• What is being asked
Among the lines of the data, copy those that hold "from".

• Record set
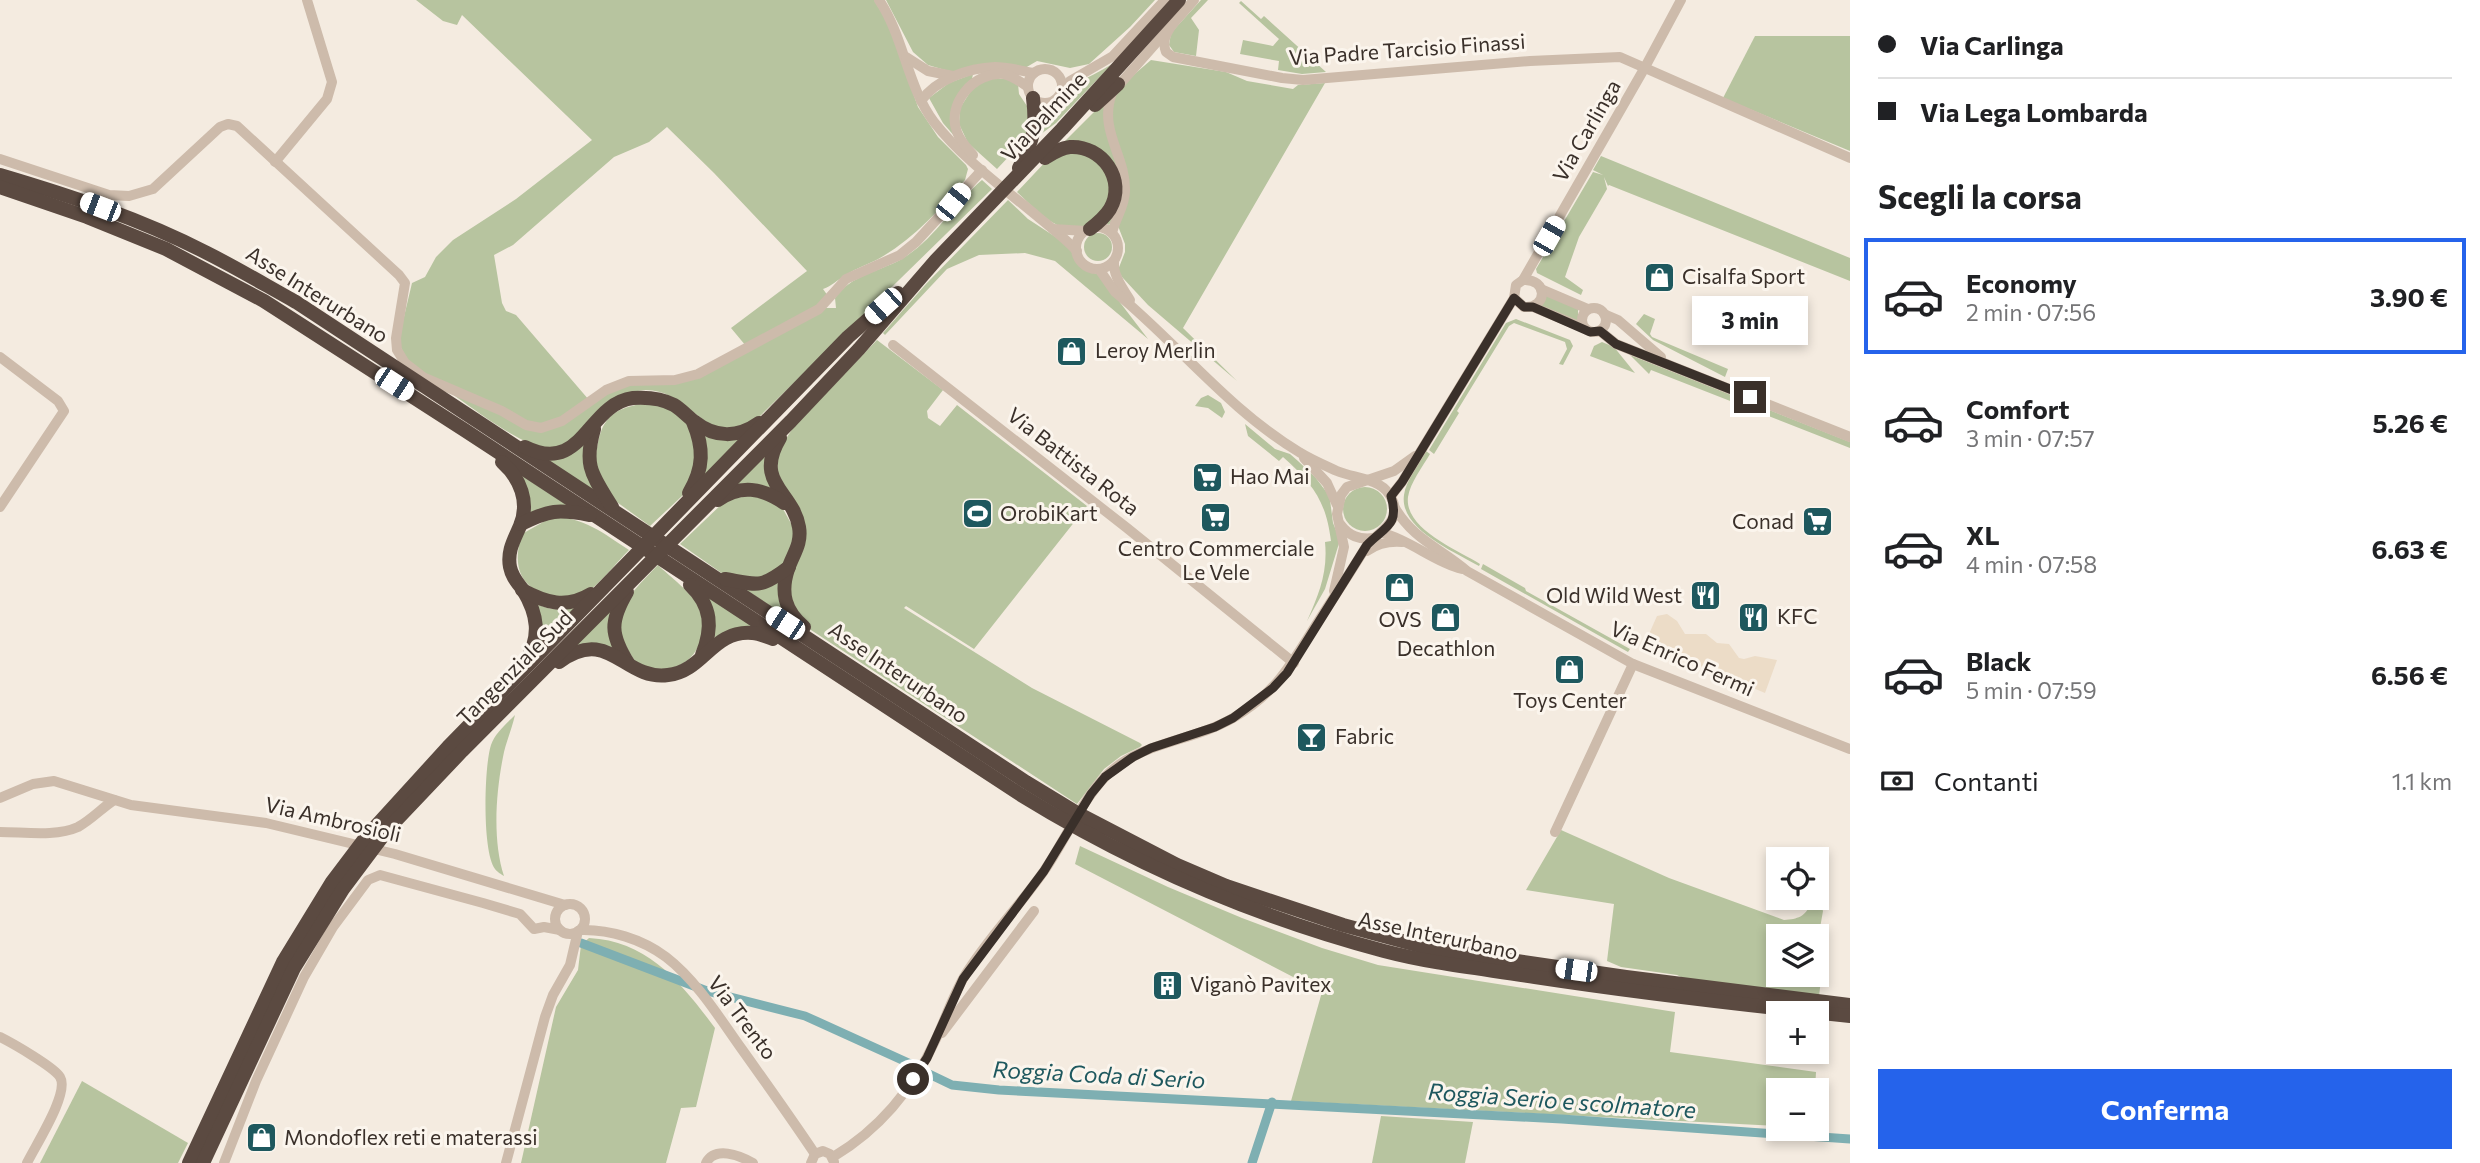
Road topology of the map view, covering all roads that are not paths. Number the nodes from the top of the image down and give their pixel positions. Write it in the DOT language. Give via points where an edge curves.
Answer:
--
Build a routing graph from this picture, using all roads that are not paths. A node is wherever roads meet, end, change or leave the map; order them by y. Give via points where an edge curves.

• Output
Road topology of the map view, covering all roads that are not paths. Number the nodes from the top of the image down and give their pixel positions. Write it in the DOT language. Give via points where an edge curves.
Build a routing graph from this picture, using all roads that are not paths. A node is wherever roads meet, end, change or leave the map; order them by y. Give via points where an edge curves.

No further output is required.